I am on a Point Linux distro (Debian based), and here locale says amongst other LC_TIME="en_DK.UTF-8", which I know works, but not the locale I need.

locale -a says

C
C.UTF-8
en_DK.utf8
en_US.utf8
POSIX

So definitely need to install other locale, which i did by editing /etc/locale.gen, uncomment needed line da_DK.UTF-8 UTF-8 and run command locale-gen

Now locale.setlocale(locale.LC_TIME, 'da_DK.UTF-8') works too, and I can get my localized day and month names.

My Conclision:

Python : locale.locale_alias is not at all helpfull in finding available locales!!!

Linux : It is quite easy to get locale list and install new locale. A lot of help available.

Windows : I have been investigating a little, but nothing conclusive. There are though posts leading to answers, but I have not felt the urge to pursue it.


T
Torge Husfeldt

if I understand correctly, the main source of error here is the exact syntax of the locale-name. Especially as it seems to differ between distributions. I've seen mentioned here in different answers/comments:

de_DE.utf8
de_DE.UTF-8

Even though this is obviously the same for a human being, the same does not hold for your standard deterministic algorithm.

So you will probably do something along the lines of:

DESIRED_LOCALE=de
DESIRED_LOCALE_COUNTRY=DE
DESIRED_CODEPAGE_RE=\.[Uu][Tt][Ff].?8
if [ $(locale -a | grep -cE "${DESIRED_LOCALE}_${DESIRED_LOCALE_COUNTRY}${DESIRED_CODEPAGE_RE}") -eq 1 ]
then
    export LC_ALL=$(locale -a | grep -m1 -E "${DESIRED_LOCALE}_${DESIRED_LOCALE_COUNTRY}${DESIRED_CODEPAGE_RE}")
    export LANG=$LC_ALL
else
    echo "Not exactly one desired locale definition found: $(locale -a | grep -E "${DESIRED_LOCALE}_${DESIRED_LOCALE_COUNTRY}${DESIRED_CODEPAGE_RE}")" >&2
fi

I
Inder

first, make sure you have the language pack installed by doing :

sudo apt-get install language-pack-en-base


sudo dpkg-reconfigure locales

the english languagepack is installed per default - furthermore the answer is allready given here and this one lacks in formating.
t
thiagola92

Not the answer for this question but this question helped me to find the answer for my problem.

I had this problem when using inside a Docker container.
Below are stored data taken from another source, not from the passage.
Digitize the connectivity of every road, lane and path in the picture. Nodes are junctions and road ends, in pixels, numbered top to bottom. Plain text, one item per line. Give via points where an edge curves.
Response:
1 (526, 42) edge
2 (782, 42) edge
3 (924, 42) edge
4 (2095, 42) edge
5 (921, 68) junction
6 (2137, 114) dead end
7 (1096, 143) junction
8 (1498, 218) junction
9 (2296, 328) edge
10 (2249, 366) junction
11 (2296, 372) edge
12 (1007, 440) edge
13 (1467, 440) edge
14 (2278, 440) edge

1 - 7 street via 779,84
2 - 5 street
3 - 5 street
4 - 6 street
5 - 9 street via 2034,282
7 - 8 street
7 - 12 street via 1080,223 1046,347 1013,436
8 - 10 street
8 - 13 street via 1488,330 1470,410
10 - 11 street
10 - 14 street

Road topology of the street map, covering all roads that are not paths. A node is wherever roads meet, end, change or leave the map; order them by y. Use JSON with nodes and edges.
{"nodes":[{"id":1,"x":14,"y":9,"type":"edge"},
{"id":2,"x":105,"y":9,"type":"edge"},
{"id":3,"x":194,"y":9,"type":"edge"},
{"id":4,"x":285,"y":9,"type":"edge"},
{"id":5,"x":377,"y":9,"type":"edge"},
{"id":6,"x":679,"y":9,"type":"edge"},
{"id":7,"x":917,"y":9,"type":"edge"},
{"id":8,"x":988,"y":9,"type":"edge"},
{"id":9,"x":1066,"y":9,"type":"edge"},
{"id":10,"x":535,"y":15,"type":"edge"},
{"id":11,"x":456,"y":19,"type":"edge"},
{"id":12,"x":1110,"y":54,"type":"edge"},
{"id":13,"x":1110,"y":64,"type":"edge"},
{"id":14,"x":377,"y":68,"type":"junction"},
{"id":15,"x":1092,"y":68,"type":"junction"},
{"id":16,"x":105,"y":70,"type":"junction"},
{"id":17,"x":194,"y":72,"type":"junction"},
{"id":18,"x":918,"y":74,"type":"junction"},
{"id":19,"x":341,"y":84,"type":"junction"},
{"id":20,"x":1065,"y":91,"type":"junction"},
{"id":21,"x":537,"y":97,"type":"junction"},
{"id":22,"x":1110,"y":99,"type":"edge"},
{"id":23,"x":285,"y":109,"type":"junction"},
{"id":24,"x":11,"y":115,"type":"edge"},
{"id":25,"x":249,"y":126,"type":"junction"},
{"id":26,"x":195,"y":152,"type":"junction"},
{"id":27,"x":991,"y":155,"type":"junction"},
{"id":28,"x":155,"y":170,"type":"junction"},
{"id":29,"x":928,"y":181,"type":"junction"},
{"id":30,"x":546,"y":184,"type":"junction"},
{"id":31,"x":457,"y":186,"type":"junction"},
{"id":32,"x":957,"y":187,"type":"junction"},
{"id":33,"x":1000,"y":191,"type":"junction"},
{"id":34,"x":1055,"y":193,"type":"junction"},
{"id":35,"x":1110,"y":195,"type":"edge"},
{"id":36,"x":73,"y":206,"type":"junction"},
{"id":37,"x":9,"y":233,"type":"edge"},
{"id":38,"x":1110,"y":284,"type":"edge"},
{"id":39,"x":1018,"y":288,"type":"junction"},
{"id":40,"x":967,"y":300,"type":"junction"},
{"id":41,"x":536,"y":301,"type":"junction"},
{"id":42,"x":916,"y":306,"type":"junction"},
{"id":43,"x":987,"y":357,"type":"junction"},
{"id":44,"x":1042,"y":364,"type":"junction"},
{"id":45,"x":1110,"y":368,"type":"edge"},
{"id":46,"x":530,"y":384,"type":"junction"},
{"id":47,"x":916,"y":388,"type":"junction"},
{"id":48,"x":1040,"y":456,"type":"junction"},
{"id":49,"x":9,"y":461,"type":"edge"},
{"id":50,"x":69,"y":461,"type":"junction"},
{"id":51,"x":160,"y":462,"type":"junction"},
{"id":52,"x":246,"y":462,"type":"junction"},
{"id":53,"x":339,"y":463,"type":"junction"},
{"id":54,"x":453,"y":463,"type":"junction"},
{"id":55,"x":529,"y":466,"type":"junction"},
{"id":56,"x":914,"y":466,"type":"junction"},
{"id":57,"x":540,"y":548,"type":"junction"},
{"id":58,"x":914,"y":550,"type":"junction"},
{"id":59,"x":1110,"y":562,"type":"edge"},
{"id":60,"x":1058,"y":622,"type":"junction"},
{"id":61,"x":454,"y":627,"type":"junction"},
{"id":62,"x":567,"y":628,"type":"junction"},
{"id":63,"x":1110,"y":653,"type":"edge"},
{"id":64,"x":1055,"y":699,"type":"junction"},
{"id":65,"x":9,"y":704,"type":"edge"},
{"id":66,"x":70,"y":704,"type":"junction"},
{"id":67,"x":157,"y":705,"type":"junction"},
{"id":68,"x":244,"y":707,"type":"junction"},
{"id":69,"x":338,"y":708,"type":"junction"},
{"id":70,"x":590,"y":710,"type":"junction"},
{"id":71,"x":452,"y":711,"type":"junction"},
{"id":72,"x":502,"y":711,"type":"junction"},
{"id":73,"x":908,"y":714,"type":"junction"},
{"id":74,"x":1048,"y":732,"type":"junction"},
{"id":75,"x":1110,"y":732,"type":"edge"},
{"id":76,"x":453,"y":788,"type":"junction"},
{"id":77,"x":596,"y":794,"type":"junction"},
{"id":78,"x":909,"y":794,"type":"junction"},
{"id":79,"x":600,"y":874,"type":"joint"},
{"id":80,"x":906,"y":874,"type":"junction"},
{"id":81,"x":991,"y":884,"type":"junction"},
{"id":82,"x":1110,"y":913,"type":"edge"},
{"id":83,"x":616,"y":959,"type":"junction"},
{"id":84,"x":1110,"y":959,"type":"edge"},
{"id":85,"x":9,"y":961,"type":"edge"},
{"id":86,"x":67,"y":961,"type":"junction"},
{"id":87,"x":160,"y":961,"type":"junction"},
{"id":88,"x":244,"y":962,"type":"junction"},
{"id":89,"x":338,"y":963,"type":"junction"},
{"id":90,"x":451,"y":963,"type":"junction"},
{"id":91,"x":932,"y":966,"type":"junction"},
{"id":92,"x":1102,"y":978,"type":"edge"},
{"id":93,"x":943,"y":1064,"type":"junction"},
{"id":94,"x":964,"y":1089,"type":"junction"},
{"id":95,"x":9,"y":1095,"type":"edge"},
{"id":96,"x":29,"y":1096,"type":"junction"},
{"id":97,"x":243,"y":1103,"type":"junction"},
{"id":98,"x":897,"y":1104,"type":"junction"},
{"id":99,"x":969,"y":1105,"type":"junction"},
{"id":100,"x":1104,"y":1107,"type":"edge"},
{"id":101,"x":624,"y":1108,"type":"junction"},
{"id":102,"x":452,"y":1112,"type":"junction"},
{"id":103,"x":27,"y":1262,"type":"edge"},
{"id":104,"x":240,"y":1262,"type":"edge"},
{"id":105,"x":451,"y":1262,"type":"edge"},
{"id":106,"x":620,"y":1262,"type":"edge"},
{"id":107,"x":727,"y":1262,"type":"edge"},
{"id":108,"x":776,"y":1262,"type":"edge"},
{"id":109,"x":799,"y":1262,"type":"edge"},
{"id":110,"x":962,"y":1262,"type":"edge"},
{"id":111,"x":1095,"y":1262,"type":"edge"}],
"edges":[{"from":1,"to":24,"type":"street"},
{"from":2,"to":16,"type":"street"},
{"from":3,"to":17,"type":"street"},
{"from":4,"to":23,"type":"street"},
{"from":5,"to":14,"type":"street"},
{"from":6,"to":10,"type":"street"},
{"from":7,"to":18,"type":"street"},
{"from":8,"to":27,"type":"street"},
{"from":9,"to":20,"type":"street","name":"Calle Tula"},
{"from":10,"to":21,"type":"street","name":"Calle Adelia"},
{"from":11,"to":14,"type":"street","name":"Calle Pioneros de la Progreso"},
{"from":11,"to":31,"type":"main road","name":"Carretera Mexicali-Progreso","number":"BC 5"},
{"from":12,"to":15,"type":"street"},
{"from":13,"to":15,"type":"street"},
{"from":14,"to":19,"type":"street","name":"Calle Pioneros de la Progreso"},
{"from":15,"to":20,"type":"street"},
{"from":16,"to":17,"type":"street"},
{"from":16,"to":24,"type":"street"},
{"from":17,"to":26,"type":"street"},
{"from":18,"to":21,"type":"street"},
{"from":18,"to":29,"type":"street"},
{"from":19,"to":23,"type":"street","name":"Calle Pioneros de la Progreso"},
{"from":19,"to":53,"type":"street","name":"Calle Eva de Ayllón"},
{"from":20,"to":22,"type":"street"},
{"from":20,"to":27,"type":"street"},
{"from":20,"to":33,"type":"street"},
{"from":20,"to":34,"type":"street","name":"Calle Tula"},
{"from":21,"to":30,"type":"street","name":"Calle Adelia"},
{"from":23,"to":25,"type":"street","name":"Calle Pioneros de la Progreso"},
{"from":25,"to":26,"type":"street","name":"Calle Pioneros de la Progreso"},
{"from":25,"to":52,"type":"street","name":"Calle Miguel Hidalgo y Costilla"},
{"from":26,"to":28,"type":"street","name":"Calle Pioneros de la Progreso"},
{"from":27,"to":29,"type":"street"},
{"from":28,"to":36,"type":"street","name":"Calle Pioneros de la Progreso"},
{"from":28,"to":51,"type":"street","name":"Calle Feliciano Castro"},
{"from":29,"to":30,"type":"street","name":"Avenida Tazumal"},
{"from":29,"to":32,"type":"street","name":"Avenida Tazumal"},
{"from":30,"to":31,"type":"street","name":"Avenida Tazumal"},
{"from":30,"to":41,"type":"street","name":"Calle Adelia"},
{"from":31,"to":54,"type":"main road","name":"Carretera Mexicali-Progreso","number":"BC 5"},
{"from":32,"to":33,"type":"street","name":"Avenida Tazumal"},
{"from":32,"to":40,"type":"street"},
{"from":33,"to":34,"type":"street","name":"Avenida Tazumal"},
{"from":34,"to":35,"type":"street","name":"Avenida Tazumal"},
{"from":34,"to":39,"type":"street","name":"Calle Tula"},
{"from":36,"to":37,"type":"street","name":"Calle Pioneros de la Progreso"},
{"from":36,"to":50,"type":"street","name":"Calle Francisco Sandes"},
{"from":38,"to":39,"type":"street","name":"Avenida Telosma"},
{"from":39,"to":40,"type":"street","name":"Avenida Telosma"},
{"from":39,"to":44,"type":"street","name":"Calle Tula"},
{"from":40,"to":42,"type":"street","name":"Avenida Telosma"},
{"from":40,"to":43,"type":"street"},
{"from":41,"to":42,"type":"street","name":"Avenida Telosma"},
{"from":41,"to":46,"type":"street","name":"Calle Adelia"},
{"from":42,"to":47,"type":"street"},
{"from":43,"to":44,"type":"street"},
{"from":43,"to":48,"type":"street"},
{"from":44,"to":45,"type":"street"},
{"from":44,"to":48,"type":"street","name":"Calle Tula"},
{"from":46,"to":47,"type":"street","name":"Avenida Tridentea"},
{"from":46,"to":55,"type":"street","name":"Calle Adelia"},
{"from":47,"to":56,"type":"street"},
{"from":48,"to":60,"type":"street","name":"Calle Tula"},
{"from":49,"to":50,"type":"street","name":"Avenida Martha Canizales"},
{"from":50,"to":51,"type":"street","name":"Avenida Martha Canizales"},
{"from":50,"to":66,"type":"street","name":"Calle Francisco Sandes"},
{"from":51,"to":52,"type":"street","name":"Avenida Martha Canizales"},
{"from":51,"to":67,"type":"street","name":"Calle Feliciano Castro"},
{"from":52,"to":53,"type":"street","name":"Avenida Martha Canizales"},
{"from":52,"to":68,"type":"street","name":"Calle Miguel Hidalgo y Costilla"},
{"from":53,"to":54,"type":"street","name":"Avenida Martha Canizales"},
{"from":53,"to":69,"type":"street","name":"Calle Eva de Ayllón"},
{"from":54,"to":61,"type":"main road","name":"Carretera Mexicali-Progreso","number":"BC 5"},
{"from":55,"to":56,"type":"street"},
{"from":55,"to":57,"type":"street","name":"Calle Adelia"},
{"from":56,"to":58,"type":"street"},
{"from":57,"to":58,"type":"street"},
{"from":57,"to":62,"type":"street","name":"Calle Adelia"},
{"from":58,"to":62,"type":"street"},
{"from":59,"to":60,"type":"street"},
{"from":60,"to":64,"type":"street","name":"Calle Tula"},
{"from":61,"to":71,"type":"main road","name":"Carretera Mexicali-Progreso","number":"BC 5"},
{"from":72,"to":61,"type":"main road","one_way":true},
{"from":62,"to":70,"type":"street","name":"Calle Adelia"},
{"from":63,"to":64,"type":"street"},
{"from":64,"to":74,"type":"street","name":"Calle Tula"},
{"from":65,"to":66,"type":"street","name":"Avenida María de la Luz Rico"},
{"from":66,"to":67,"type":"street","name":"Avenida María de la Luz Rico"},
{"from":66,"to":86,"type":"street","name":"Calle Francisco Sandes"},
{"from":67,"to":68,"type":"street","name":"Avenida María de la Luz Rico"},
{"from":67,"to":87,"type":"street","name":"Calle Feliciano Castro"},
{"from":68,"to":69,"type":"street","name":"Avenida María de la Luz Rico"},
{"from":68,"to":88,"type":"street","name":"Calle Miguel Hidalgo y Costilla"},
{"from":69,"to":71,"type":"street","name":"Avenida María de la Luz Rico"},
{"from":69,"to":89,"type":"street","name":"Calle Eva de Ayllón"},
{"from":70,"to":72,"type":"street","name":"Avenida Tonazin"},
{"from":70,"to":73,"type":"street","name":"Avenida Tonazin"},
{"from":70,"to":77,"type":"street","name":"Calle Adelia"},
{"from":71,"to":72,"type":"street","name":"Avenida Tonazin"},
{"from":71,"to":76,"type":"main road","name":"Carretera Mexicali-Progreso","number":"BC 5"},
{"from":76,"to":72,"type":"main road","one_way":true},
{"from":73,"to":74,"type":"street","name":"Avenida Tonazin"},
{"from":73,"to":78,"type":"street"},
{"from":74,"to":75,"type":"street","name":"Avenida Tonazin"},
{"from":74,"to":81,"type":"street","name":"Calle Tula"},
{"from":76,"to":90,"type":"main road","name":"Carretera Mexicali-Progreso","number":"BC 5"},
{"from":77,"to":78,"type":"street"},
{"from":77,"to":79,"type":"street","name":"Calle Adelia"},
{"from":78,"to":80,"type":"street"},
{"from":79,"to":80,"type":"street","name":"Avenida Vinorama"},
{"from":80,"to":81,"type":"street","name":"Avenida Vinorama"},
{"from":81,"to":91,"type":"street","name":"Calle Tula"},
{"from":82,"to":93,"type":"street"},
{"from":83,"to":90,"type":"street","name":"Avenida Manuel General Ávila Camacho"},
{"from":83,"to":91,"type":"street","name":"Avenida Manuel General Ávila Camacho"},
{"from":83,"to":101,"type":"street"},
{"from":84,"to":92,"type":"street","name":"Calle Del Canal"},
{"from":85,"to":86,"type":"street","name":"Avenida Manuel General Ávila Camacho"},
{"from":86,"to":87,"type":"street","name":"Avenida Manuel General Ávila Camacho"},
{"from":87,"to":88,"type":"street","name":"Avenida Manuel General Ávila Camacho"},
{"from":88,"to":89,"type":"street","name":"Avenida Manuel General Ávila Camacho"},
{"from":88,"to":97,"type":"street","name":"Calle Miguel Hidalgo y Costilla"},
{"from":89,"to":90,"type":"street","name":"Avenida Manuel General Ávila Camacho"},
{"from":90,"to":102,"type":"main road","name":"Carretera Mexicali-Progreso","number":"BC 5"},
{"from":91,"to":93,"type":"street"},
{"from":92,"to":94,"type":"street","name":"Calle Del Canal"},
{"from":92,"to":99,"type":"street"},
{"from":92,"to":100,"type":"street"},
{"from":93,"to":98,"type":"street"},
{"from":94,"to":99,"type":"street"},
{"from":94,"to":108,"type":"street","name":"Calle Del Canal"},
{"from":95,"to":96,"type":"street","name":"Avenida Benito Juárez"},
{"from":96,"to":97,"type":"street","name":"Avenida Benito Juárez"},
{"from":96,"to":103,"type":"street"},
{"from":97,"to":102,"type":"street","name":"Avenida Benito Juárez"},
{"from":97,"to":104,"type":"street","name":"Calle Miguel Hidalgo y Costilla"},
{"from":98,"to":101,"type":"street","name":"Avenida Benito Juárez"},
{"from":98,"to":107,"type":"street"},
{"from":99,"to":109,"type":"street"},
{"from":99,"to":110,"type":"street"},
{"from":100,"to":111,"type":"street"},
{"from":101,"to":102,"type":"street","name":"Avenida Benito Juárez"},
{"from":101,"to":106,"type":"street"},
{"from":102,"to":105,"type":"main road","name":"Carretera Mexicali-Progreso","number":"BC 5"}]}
I solved by installing locales, adding my language to the locale.gen file, executing locale-gen (it reads from locale.gen) and finally setting LANG to my language.

For example, my Dockerfile:

RUN apt-get install -y locales
RUN echo "pt_BR.UTF-8 UTF-8" >> /etc/locale.gen
RUN locale-gen pt_BR.UTF-8
ENV LANG=pt_BR.UTF-8

This didn't work for me, but RUN sed -i -e 's/# en_US.UTF-8 UTF-8/en_US.UTF-8 UTF-8/' /etc/locale.gen && export LC_ALL=C && locale-gen did.